**BRIEF**
Write down exactly the lines of the records below, beginning with the first and ending with the line that includes "Turn the roads".

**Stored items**
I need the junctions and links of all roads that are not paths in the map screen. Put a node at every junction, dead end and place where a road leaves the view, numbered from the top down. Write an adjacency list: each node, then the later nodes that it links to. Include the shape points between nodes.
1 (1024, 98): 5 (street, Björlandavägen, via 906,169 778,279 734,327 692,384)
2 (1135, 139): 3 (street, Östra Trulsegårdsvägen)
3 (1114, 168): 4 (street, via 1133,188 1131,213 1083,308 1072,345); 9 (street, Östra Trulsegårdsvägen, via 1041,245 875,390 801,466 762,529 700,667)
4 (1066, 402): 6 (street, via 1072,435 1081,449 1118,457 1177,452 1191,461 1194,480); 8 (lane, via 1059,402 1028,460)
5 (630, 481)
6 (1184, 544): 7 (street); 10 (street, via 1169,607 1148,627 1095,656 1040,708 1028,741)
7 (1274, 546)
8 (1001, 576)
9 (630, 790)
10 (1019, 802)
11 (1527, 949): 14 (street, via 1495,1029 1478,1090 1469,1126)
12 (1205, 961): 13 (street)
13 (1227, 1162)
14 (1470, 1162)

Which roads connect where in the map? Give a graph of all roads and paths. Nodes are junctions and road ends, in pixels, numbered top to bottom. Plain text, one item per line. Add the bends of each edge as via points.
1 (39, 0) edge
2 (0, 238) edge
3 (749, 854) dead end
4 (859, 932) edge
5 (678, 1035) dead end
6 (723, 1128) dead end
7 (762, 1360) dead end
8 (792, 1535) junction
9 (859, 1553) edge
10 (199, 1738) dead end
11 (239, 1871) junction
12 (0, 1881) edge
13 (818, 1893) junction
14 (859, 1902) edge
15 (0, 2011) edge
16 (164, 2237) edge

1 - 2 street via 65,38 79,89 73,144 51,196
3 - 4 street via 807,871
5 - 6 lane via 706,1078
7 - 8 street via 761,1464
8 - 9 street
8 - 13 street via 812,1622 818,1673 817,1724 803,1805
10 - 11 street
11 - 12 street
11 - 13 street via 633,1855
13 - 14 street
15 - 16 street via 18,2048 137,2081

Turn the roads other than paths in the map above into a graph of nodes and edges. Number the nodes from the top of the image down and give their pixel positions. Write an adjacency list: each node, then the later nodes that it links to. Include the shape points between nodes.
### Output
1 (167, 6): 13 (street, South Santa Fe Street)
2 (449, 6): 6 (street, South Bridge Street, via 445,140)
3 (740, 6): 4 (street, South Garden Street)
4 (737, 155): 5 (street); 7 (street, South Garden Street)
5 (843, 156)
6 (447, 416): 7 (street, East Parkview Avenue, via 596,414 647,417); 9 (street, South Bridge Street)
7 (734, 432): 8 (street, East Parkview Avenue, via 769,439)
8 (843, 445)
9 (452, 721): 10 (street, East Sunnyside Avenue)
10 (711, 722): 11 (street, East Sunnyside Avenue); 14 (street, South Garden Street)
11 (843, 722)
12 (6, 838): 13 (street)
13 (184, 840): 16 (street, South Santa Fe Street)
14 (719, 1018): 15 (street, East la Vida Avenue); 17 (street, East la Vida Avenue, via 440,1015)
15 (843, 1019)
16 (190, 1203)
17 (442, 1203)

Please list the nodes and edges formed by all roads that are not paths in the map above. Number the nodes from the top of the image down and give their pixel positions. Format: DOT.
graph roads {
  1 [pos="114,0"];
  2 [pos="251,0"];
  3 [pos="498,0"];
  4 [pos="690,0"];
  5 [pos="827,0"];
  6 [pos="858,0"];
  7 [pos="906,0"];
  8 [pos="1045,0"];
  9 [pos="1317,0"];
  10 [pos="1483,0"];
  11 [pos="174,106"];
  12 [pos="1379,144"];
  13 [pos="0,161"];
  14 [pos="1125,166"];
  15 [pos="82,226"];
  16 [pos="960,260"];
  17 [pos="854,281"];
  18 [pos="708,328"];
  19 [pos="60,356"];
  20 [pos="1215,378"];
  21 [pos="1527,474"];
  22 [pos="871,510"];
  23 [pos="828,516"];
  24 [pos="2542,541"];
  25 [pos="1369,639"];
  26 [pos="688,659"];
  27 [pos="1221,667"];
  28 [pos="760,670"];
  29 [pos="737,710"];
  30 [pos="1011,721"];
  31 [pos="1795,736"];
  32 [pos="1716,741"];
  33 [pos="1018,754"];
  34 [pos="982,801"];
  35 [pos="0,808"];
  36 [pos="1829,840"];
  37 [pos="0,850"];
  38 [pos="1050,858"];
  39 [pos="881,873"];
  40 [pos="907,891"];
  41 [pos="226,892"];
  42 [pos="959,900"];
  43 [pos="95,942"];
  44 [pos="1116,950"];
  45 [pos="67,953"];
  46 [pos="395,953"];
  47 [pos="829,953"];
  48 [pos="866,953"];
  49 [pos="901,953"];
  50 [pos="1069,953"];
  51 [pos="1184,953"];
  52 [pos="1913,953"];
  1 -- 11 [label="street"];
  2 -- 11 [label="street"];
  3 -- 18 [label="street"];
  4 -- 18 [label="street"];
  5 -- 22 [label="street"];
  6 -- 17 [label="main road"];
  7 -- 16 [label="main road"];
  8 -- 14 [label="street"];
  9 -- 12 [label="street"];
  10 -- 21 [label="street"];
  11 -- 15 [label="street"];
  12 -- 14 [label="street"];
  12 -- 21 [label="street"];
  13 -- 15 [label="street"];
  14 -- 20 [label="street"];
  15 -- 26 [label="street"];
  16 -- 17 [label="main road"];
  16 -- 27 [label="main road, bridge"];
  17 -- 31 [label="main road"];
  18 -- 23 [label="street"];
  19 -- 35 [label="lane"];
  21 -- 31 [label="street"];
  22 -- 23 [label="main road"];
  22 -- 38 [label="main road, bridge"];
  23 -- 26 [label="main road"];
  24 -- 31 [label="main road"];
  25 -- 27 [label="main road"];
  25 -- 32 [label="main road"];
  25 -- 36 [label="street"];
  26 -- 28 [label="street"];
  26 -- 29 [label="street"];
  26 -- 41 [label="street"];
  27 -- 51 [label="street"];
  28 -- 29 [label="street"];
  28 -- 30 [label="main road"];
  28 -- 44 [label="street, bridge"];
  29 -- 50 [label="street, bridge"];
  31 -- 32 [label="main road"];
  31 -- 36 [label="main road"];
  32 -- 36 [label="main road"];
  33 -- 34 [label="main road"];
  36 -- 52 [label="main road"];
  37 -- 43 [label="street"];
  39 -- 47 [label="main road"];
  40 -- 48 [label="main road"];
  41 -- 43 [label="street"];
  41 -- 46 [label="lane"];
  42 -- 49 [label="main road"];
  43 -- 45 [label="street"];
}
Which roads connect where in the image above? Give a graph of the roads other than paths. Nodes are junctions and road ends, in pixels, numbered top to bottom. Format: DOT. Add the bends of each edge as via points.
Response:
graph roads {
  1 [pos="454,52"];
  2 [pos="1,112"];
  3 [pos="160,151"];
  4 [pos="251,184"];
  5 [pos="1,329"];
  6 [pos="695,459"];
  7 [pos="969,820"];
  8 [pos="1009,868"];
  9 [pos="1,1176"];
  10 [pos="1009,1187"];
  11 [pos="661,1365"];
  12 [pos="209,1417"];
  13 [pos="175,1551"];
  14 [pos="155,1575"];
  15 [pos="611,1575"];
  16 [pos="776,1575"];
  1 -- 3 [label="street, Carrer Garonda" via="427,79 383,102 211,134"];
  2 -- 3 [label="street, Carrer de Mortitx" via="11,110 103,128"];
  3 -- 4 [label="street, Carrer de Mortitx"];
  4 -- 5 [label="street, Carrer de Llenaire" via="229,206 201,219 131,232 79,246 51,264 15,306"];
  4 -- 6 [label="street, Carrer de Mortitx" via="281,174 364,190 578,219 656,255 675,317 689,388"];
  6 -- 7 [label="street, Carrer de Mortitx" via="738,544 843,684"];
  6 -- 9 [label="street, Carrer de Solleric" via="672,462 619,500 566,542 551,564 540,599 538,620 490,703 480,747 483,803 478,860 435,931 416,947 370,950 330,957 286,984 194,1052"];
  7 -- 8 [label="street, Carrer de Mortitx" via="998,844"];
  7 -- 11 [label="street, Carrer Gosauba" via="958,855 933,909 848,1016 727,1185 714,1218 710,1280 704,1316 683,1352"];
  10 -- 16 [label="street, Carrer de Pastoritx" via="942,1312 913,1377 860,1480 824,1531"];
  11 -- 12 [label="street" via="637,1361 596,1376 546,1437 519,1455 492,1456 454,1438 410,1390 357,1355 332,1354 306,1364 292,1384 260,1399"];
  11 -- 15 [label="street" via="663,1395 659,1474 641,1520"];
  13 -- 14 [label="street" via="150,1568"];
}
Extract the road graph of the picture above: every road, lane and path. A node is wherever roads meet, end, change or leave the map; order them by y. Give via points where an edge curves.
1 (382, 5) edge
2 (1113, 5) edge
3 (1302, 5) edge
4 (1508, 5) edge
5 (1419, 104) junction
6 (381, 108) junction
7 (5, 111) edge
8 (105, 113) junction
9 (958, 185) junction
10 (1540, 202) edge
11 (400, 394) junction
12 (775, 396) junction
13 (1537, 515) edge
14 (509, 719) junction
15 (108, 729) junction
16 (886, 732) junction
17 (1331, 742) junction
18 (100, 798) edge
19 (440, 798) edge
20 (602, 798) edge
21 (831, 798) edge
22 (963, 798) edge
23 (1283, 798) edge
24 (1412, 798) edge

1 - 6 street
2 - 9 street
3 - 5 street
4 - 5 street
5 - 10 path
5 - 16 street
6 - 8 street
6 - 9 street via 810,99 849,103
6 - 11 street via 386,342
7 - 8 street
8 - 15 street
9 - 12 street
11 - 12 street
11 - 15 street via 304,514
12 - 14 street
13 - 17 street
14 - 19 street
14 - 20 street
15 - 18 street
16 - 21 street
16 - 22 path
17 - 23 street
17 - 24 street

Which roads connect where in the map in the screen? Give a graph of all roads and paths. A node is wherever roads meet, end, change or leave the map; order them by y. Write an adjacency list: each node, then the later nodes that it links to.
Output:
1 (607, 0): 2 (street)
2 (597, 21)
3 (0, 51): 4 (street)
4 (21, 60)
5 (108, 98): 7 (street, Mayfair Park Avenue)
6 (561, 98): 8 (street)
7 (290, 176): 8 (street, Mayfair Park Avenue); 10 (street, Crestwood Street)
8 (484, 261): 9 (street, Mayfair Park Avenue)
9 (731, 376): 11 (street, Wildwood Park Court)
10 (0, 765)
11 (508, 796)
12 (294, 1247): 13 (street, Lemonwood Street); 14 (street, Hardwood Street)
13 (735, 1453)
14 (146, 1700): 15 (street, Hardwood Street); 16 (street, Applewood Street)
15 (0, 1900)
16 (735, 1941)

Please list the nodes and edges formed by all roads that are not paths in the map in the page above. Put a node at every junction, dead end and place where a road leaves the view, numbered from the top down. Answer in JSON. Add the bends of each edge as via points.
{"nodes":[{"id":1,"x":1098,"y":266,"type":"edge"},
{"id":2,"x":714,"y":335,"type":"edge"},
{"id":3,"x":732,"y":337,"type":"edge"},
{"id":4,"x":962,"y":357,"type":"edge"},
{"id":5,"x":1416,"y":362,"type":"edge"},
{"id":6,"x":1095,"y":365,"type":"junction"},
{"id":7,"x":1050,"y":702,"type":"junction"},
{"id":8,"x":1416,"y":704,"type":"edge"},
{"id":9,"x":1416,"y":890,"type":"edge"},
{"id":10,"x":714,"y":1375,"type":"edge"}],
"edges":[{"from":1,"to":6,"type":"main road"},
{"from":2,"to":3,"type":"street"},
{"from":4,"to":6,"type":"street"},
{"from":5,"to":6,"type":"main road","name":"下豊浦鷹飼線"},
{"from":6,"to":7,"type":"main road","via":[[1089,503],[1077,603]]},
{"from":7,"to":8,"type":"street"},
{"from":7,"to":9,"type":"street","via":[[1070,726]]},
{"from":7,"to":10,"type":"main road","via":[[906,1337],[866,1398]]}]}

**COMPLETED EXERCISE**
I need the junctions and links of all roads that are not paths in the map screen. Put a node at every junction, dead end and place where a road leaves the view, numbered from the top down. Write an adjacency list: each node, then the later nodes that it links to. Include the shape points between nodes.
1 (1024, 98): 5 (street, Björlandavägen, via 906,169 778,279 734,327 692,384)
2 (1135, 139): 3 (street, Östra Trulsegårdsvägen)
3 (1114, 168): 4 (street, via 1133,188 1131,213 1083,308 1072,345); 9 (street, Östra Trulsegårdsvägen, via 1041,245 875,390 801,466 762,529 700,667)
4 (1066, 402): 6 (street, via 1072,435 1081,449 1118,457 1177,452 1191,461 1194,480); 8 (lane, via 1059,402 1028,460)
5 (630, 481)
6 (1184, 544): 7 (street); 10 (street, via 1169,607 1148,627 1095,656 1040,708 1028,741)
7 (1274, 546)
8 (1001, 576)
9 (630, 790)
10 (1019, 802)
11 (1527, 949): 14 (street, via 1495,1029 1478,1090 1469,1126)
12 (1205, 961): 13 (street)
13 (1227, 1162)
14 (1470, 1162)

Which roads connect where in the map? Give a graph of all roads and paths. Nodes are junctions and road ends, in pixels, numbered top to bottom. Plain text, one item per line. Add the bends of each edge as via points.
1 (39, 0) edge
2 (0, 238) edge
3 (749, 854) dead end
4 (859, 932) edge
5 (678, 1035) dead end
6 (723, 1128) dead end
7 (762, 1360) dead end
8 (792, 1535) junction
9 (859, 1553) edge
10 (199, 1738) dead end
11 (239, 1871) junction
12 (0, 1881) edge
13 (818, 1893) junction
14 (859, 1902) edge
15 (0, 2011) edge
16 (164, 2237) edge

1 - 2 street via 65,38 79,89 73,144 51,196
3 - 4 street via 807,871
5 - 6 lane via 706,1078
7 - 8 street via 761,1464
8 - 9 street
8 - 13 street via 812,1622 818,1673 817,1724 803,1805
10 - 11 street
11 - 12 street
11 - 13 street via 633,1855
13 - 14 street
15 - 16 street via 18,2048 137,2081

Turn the roads other than paths in the map above into a graph of nodes and edges. Number the nodes from the top of the image down and give their pixel positions. Write an adjacency list: each node, then the later nodes that it links to. Include the shape points between nodes.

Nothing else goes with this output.